▶ Material to process:
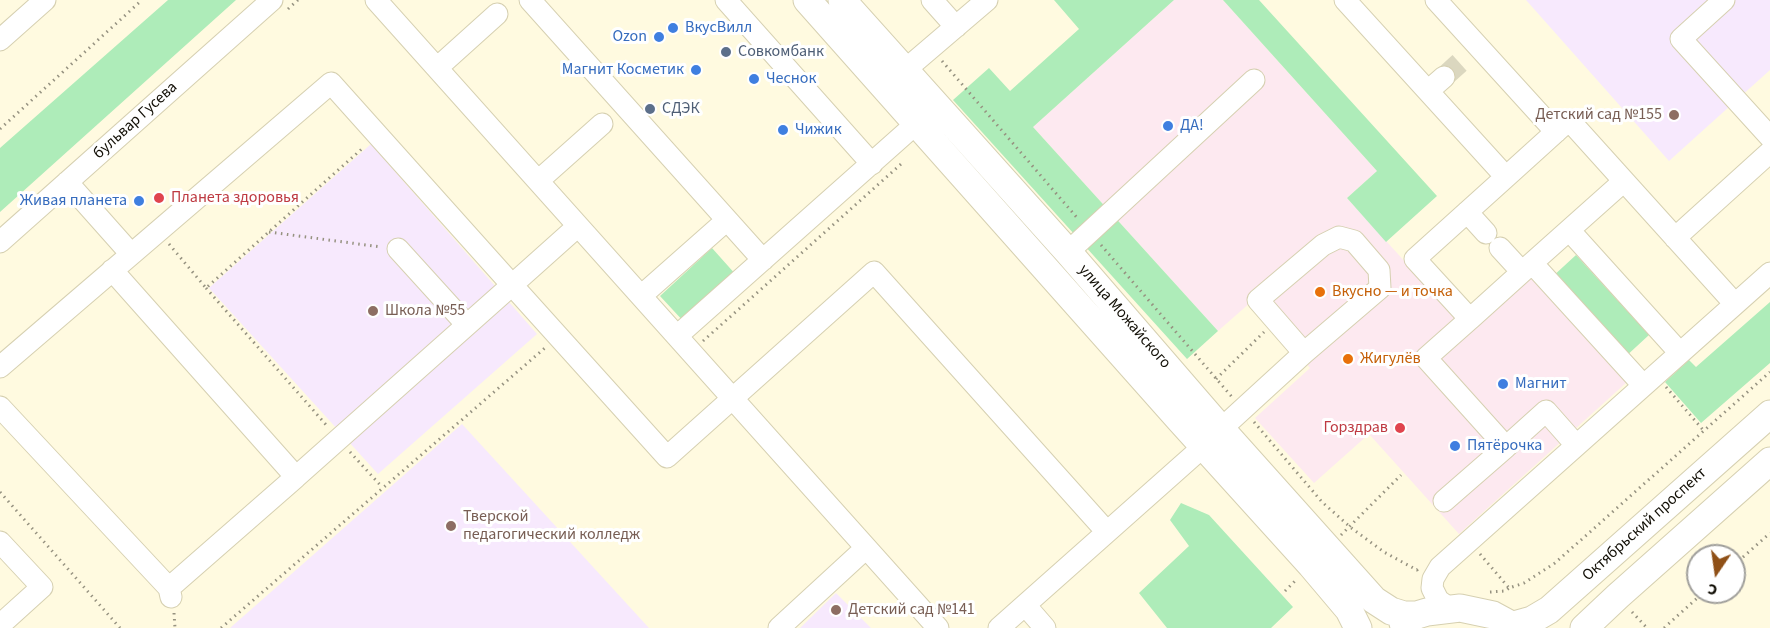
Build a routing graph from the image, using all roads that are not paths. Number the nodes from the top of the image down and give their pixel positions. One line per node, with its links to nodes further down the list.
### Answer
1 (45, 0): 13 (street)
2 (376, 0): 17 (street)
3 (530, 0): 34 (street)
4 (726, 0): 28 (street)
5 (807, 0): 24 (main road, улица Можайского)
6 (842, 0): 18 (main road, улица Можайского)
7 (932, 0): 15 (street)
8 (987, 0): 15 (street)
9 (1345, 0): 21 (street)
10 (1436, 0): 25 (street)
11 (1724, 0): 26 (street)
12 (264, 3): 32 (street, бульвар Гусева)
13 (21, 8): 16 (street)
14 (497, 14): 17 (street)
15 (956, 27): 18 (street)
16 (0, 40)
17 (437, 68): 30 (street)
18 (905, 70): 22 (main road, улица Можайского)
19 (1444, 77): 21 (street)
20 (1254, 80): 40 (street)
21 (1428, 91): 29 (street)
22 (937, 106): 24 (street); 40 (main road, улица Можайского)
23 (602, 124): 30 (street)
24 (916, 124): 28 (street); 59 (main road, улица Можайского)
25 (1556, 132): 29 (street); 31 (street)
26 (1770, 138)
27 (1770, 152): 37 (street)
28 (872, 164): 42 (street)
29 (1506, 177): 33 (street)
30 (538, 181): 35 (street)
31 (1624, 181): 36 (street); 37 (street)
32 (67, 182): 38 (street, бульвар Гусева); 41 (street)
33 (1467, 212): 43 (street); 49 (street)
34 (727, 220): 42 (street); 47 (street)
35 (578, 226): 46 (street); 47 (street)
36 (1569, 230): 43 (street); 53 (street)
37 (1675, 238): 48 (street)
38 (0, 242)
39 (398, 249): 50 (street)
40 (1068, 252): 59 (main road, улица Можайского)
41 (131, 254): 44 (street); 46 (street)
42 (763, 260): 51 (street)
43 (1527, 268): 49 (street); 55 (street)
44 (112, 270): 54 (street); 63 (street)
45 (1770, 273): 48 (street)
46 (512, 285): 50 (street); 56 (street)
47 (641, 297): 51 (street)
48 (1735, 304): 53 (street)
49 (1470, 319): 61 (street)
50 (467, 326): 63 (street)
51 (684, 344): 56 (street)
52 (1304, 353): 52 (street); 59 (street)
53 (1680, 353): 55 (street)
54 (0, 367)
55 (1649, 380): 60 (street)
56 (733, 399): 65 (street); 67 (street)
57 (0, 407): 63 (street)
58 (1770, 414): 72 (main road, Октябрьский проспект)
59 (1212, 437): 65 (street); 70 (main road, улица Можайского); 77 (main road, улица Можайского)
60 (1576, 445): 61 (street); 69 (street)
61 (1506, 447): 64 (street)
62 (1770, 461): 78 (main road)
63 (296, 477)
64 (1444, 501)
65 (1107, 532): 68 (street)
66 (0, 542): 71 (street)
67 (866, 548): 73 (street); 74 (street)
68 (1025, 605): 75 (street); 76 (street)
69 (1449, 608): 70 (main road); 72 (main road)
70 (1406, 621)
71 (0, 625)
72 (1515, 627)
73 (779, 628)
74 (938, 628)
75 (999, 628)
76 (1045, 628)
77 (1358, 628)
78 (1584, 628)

▶ Assignment:
Looking at the data above, how many lines hold the word "Гусева"? Respond with the number alone.

▶ The answer:
2